METHODS: Sixty-two patients (first or second transplant, with no previous immunological failure, and current panel reactive human leucocyte antigen [HLA] antibodies [PRA]<50%), treated with tacrolimus, were prospectively randomized to stop steroids (10 mg prednisolone) after day 7 posttransplantation (stop group [STOP], n=28) or to gradually wean off steroids in 3 to 6 months (tapering group [TAP], n=34). Analyses were performed on an intention-to-treat basis.
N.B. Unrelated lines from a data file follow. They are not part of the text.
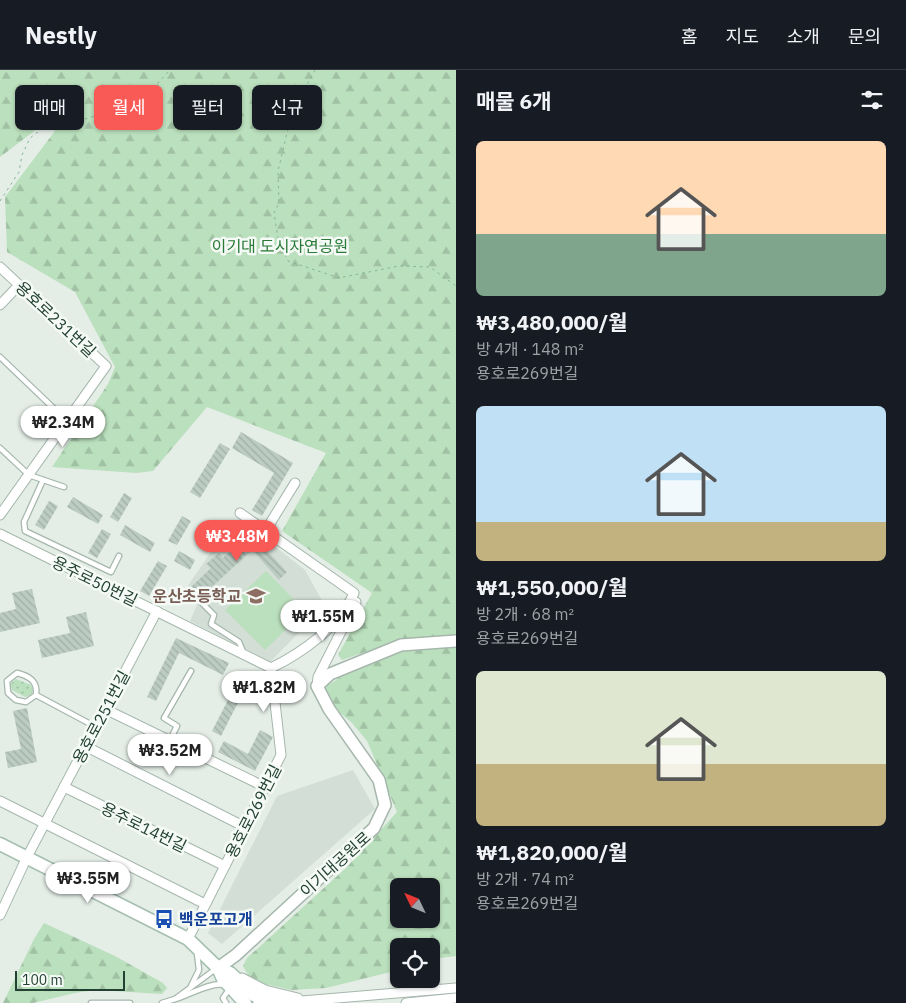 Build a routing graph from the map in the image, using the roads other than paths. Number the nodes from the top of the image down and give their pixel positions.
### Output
1 (0, 267) edge
2 (19, 285) junction
3 (1, 302) edge
4 (0, 357) edge
5 (67, 421) junction
6 (0, 448) edge
7 (29, 475) junction
8 (43, 480) junction
9 (295, 484) dead end
10 (64, 487) dead end
11 (240, 513) dead end
12 (0, 515) edge
13 (266, 530) junction
14 (0, 534) edge
15 (119, 556) dead end
16 (354, 593) junction
17 (197, 598) dead end
18 (157, 612) junction
19 (456, 641) edge
20 (244, 655) junction
21 (271, 668) junction
22 (191, 672) dead end
23 (317, 686) junction
24 (36, 695) junction
25 (105, 709) junction
26 (96, 727) junction
27 (170, 740) junction
28 (85, 746) junction
29 (64, 787) junction
30 (265, 788) junction
31 (0, 801) edge
32 (44, 824) junction
33 (245, 827) junction
34 (0, 844) edge
35 (27, 858) junction
36 (225, 866) junction
37 (205, 904) junction
38 (0, 915) edge
39 (192, 943) junction
40 (218, 968) junction
41 (230, 973) junction
42 (190, 988) junction
43 (231, 988) junction
44 (456, 988) edge
45 (325, 998) junction
46 (456, 998) edge
47 (175, 999) junction
48 (269, 1000) edge
49 (91, 1003) edge
50 (130, 1003) edge
51 (162, 1003) edge
52 (226, 1003) edge
53 (237, 1003) edge
54 (245, 1003) edge
55 (406, 1003) edge

1 - 2 street, 용호로231번길
2 - 3 street
2 - 5 street, 용호로231번길
4 - 5 lane
5 - 7 street, 용호로231번길
6 - 7 lane
7 - 8 lane
7 - 12 street, 용호로231번길
8 - 10 lane
8 - 15 lane
9 - 13 street
11 - 13 street
13 - 16 street
14 - 18 street, 용주로50번길
16 - 21 street
16 - 23 street
17 - 20 lane
18 - 20 street, 용주로50번길
18 - 25 street, 용호로251번길
19 - 23 street
20 - 21 street, 용주로50번길
21 - 30 street, 용호로269번길
22 - 27 lane
23 - 40 street, 이기대공원로
24 - 24 lane
24 - 26 lane
25 - 26 street, 용호로251번길
25 - 27 street
26 - 28 street, 용호로251번길
27 - 30 street
28 - 29 street, 용호로251번길
28 - 33 street
29 - 32 street, 용호로251번길
29 - 36 street, 용주로14번길
30 - 33 street, 용호로269번길
31 - 32 street
32 - 35 street, 용호로251번길
32 - 37 street
33 - 36 street, 용호로269번길
34 - 35 main road
35 - 38 street, 용호로251번길
35 - 39 main road
36 - 37 street, 용호로269번길
37 - 39 street, 용호로269번길
39 - 40 main road
39 - 42 lane
40 - 41 main road
40 - 42 lane
40 - 43 main road
41 - 45 street
41 - 48 main road
42 - 47 lane
43 - 47 lane
43 - 52 lane
43 - 53 main road
43 - 54 main road
44 - 45 street
45 - 48 street
46 - 55 street
47 - 51 lane
49 - 50 lane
RESULTS: After a median follow-up of 2.7 years, patient and graft survival were 97 and 90% and comparable between both groups (P =0.11 and P=0.13, respectively). The incidence of acute rejection was 29 (STOP) versus 33% (TAP) ( P=0.30). The time to the first rejection was a median of 35 days (STOP) versus 11 days (TAP) ( =0.19). The severity of the rejections (1997 Banff classification) was comparable (P =0.57). Creatinine clearance and proteinuria were similar (P >0.70). The incidence of infections was comparable ( P>0.10). The incidence of new-onset diabetes mellitus, defined as the use of antidiabetic medication, was 8.0 (STOP) versus 30.3% (TAP) (P =0.04). All cases occurred in the STOP group after 1 year, while all cases occurred in TAP in the first 4 months ( P<0.001).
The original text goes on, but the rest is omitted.